**ASSIGNED TASK:**
Return only those lines of the material that contain "junction".

**SOURCE RECORDS:**
::::

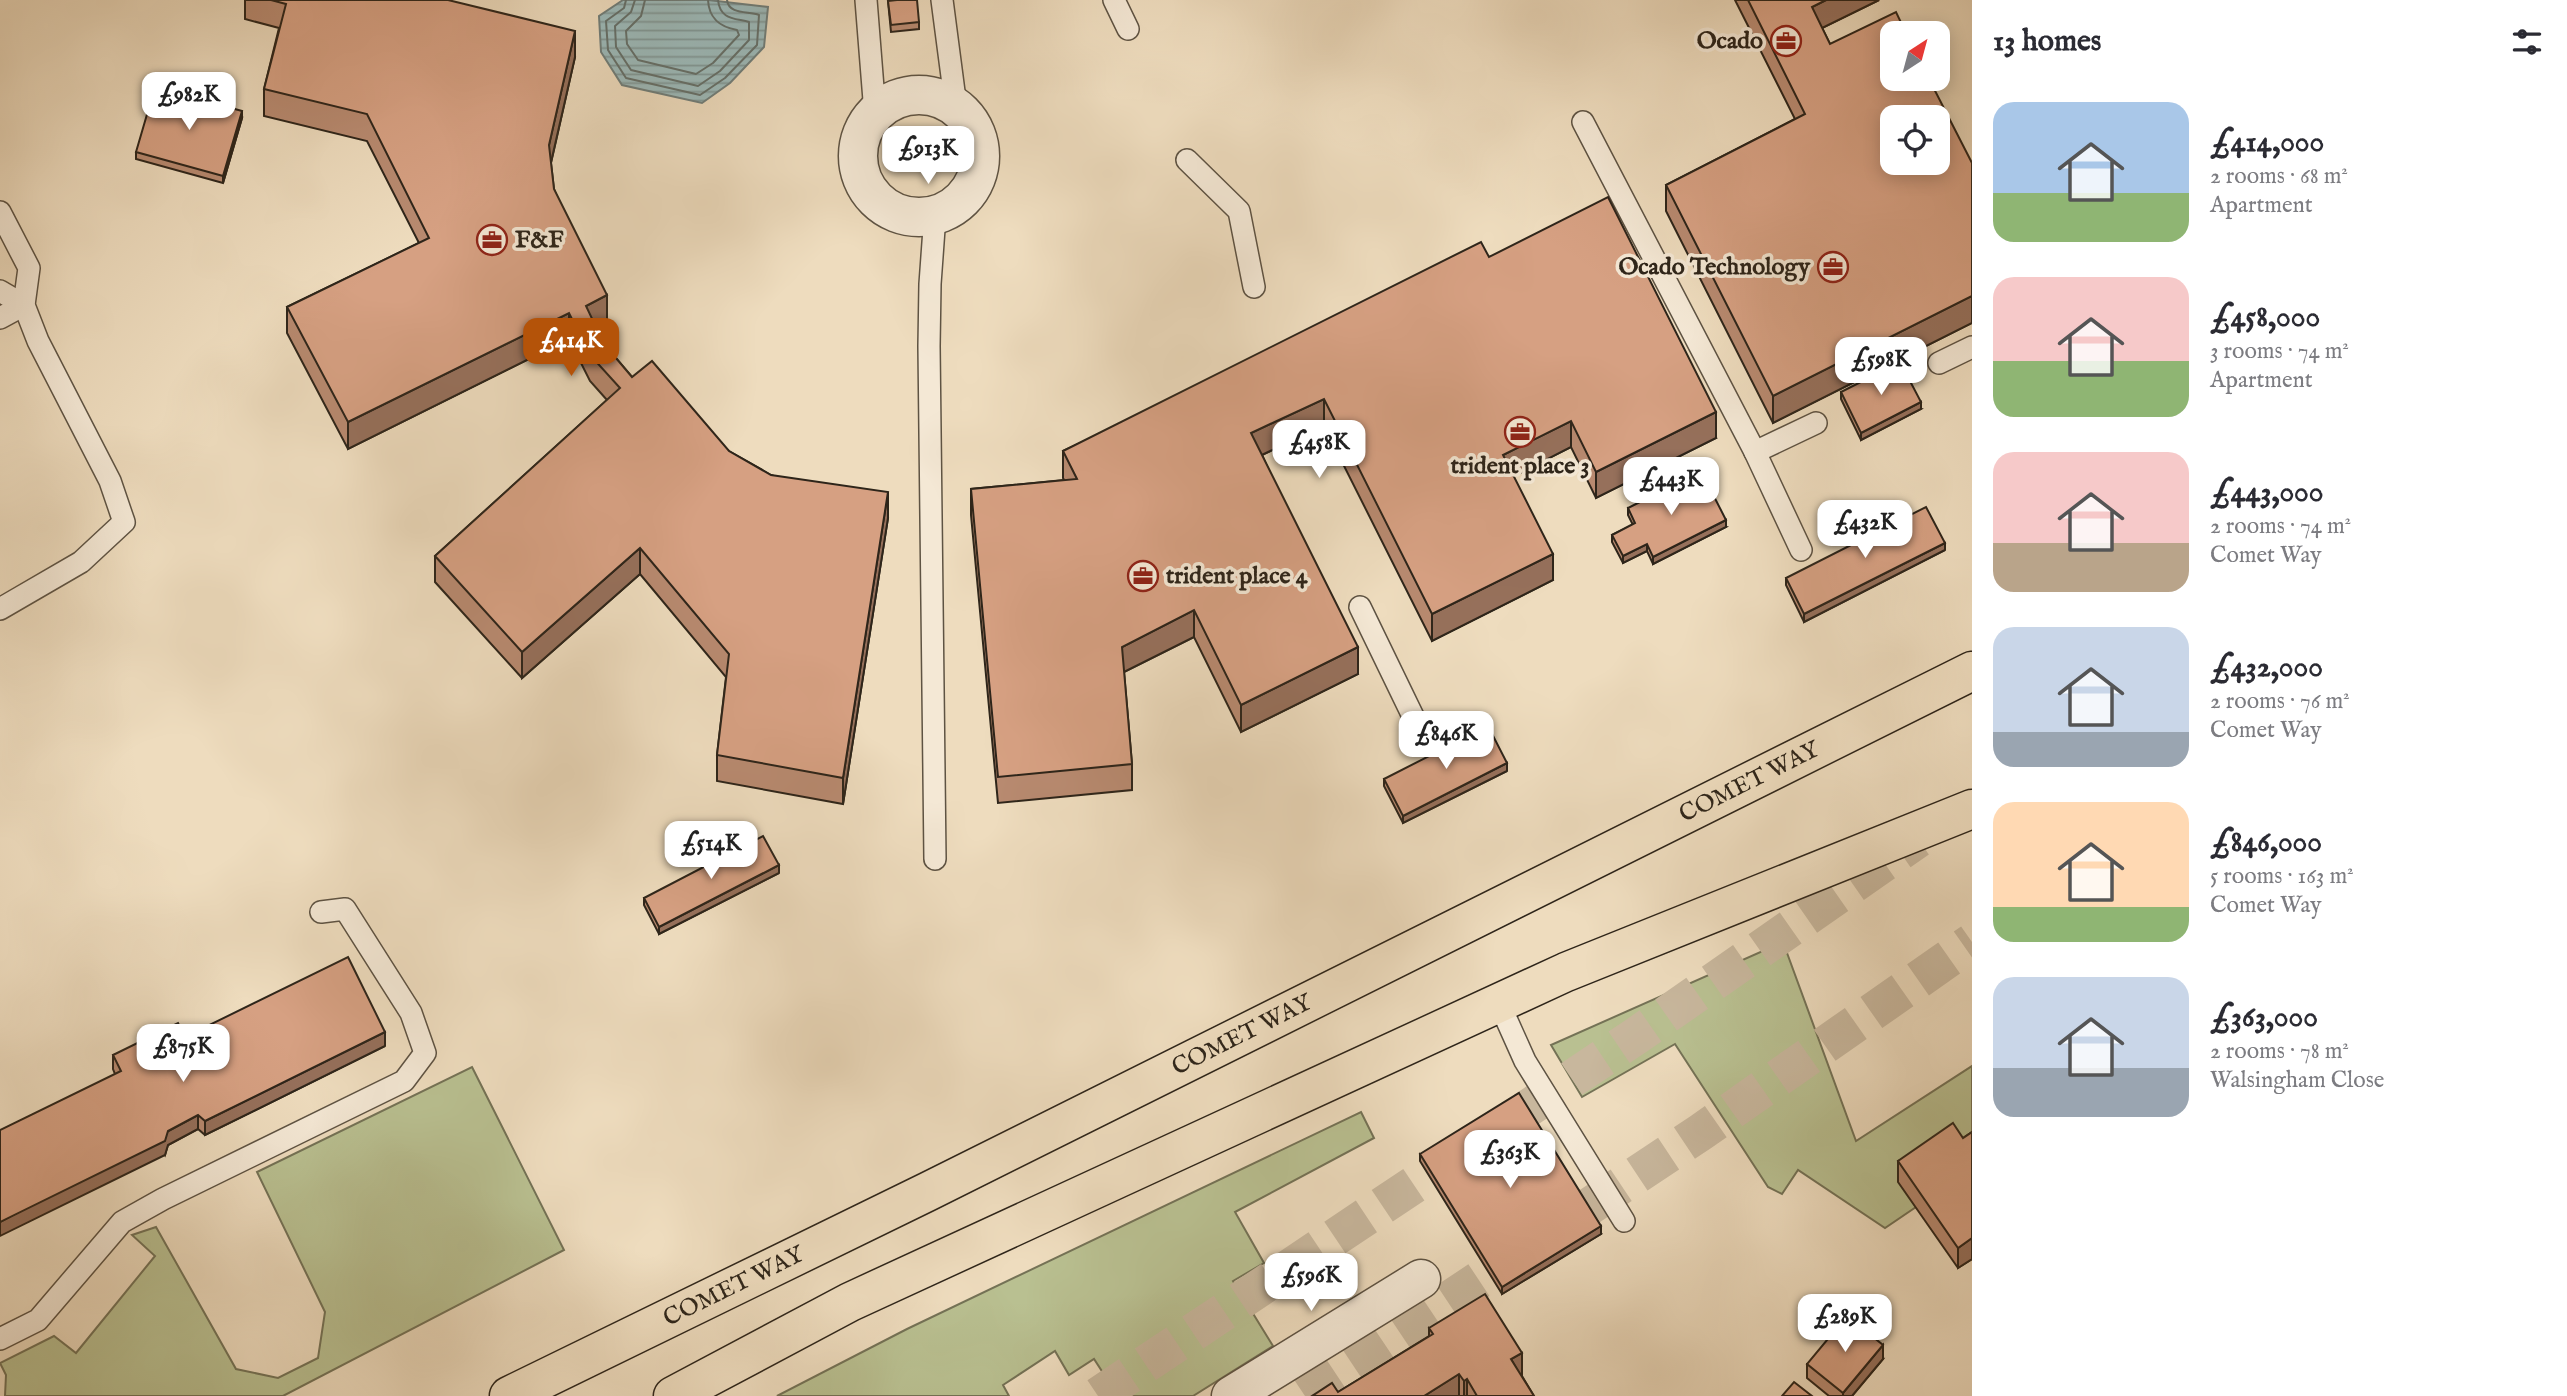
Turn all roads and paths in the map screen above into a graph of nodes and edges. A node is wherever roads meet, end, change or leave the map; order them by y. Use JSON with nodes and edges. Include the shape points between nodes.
{"nodes":[{"id":1,"x":866,"y":0,"type":"edge"},
{"id":2,"x":942,"y":0,"type":"edge"},
{"id":3,"x":1114,"y":0,"type":"edge"},
{"id":4,"x":1128,"y":29,"type":"dead end"},
{"id":5,"x":956,"y":107,"type":"junction"},
{"id":6,"x":875,"y":113,"type":"junction"},
{"id":7,"x":1583,"y":122,"type":"dead end"},
{"id":8,"x":1187,"y":160,"type":"dead end"},
{"id":9,"x":0,"y":212,"type":"edge"},
{"id":10,"x":935,"y":215,"type":"junction"},
{"id":11,"x":1254,"y":287,"type":"dead end"},
{"id":12,"x":0,"y":292,"type":"edge"},
{"id":13,"x":24,"y":305,"type":"junction"},
{"id":14,"x":0,"y":318,"type":"edge"},
{"id":15,"x":1972,"y":347,"type":"edge"},
{"id":16,"x":1939,"y":363,"type":"dead end"},
{"id":17,"x":1816,"y":423,"type":"dead end"},
{"id":18,"x":1755,"y":452,"type":"junction"},
{"id":19,"x":1801,"y":550,"type":"dead end"},
{"id":20,"x":1360,"y":607,"type":"dead end"},
{"id":21,"x":0,"y":609,"type":"edge"},
{"id":22,"x":1972,"y":671,"type":"edge"},
{"id":23,"x":1424,"y":739,"type":"dead end"},
{"id":24,"x":1972,"y":809,"type":"edge"},
{"id":25,"x":935,"y":859,"type":"dead end"},
{"id":26,"x":321,"y":912,"type":"dead end"},
{"id":27,"x":1499,"y":1003,"type":"junction"},
{"id":28,"x":1625,"y":1222,"type":"dead end"},
{"id":29,"x":1421,"y":1279,"type":"dead end"},
{"id":30,"x":0,"y":1339,"type":"edge"},
{"id":31,"x":509,"y":1396,"type":"edge"},
{"id":32,"x":673,"y":1396,"type":"edge"},
{"id":33,"x":1231,"y":1396,"type":"edge"}],
"edges":[{"from":1,"to":6,"type":"lane"},
{"from":2,"to":5,"type":"lane"},
{"from":3,"to":4,"type":"lane"},
{"from":5,"to":6,"type":"street","via":[[922,94],[900,98]]},
{"from":5,"to":10,"type":"street","via":[[971,123],[980,166],[970,190],[957,205]]},
{"from":6,"to":10,"type":"street","via":[[862,132],[857,155],[866,187],[879,203],[897,214]]},
{"from":7,"to":18,"type":"lane"},
{"from":8,"to":11,"type":"lane","via":[[1238,211]]},
{"from":9,"to":13,"type":"lane","via":[[29,268]]},
{"from":10,"to":25,"type":"lane","via":[[929,421]]},
{"from":12,"to":13,"type":"lane"},
{"from":13,"to":14,"type":"lane"},
{"from":13,"to":21,"type":"lane","via":[[110,481],[124,522],[81,562]]},
{"from":15,"to":16,"type":"lane"},
{"from":17,"to":18,"type":"lane"},
{"from":18,"to":19,"type":"lane"},
{"from":20,"to":23,"type":"lane"},
{"from":22,"to":31,"type":"main road","name":"COMET WAY"},
{"from":24,"to":27,"type":"main road"},
{"from":26,"to":30,"type":"lane","via":[[345,909],[411,1013],[425,1053],[404,1082],[122,1222],[38,1320]]},
{"from":27,"to":28,"type":"lane","via":[[1525,1061]]},
{"from":27,"to":32,"type":"main road","via":[[850,1302]]},
{"from":29,"to":33,"type":"street"}]}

::::

**EXERCISE SOLUTION:**
{"id":5,"x":956,"y":107,"type":"junction"},
{"id":6,"x":875,"y":113,"type":"junction"},
{"id":10,"x":935,"y":215,"type":"junction"},
{"id":13,"x":24,"y":305,"type":"junction"},
{"id":18,"x":1755,"y":452,"type":"junction"},
{"id":27,"x":1499,"y":1003,"type":"junction"},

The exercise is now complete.